- Release poster
- Directed by: Yashanth Kalladka
- Written by: Yashanth Kalladka
- Produced by: Ajith Choura Devasya
- Starring: Arjun Kapikad Pramod Shetty Amrutha Murthy
- Cinematography: Y B R Manu
- Edited by: Raju Aryan
- Music by: Shinoy–Sandeep
- Production company: SLV Colours Anugraha Films
- Release date: 3 July 2026;
- Running time: 125 minutes
- Country: India
- Language: Kannada

= Aparadhi Nanalla =

2026 Indian Kannada language film

Aparadhi Nanalla is a 2026 Indian Kannada language film directed by Yashanth Kalladka. The film stars Arjun Kapikad, Pramod Shetty, and Amrutha Murthy in the lead role.

==Cast==
- Arjun Kapikad
- Pramod Shetty
- Amrutha Murthy
- Dinesh Mangalore
- Naveen D. Padil
- Jyothi Rao
- Neetha Shetty
- Srusha Samani
- Anup Sagar
- Arjun Kajje

==Reception==
Susmita Sameera of The Times of India said that "The performances are adequate across the cast, while the technical aspects remain average. Although the film presents an interesting premise and develops it with greater depth in the latter half, the uneven screenplay limits its overall impact.
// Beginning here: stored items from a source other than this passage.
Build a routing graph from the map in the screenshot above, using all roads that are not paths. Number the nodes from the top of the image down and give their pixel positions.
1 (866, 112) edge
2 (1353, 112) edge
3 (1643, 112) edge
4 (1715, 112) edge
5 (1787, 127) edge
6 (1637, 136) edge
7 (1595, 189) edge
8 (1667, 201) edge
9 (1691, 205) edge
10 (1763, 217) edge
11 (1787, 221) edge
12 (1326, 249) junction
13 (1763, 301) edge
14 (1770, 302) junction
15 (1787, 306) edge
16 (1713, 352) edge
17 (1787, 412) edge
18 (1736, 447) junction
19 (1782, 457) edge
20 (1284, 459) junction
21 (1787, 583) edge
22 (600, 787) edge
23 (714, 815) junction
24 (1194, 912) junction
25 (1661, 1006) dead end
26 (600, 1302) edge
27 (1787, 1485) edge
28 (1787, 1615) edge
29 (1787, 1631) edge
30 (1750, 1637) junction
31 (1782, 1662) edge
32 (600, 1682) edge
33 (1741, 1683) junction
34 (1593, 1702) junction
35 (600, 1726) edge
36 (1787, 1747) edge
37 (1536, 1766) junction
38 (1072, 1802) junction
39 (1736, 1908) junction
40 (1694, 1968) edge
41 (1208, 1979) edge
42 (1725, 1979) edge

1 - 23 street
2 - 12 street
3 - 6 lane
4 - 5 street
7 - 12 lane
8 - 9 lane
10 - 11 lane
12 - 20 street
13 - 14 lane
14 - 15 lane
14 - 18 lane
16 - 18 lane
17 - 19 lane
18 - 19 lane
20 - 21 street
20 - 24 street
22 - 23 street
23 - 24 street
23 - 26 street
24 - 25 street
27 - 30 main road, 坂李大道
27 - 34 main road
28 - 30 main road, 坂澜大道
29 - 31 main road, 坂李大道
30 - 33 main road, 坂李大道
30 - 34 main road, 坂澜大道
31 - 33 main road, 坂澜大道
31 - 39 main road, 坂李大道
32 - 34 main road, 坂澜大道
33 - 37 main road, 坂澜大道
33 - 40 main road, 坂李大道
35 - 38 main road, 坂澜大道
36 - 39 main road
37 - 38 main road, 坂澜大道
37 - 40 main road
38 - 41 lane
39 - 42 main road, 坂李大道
Those who enjoy investigative crime dramas with a measured pace may still find enough in its subject matter to give it a watch." A. Sharadhaa of the Cinema Express said that "Aparadhi Nanalla doesn't reinvent the courtroom drama, nor does it capture the excitement of a gripping investigative thriller. The film takes its time to reach this insight, and the uneven first half tests your patience. But once it begins to look beyond the crime and focus on the people affected by it, it reveals a sincerity that's hard to overlook." Maheswara Reddy of the Bangalore Mirror said that "Arjun Dev has acted well. Amrutha Murthy looks beautiful. Naveen D Padil is at his best. His dialogue delivery and gestures deserve appreciation. Dinesh Mangaluru is convincing as an underworld don. Pramod, known for playing police inspectors in movies, played the investigation officer of the murder case with ease."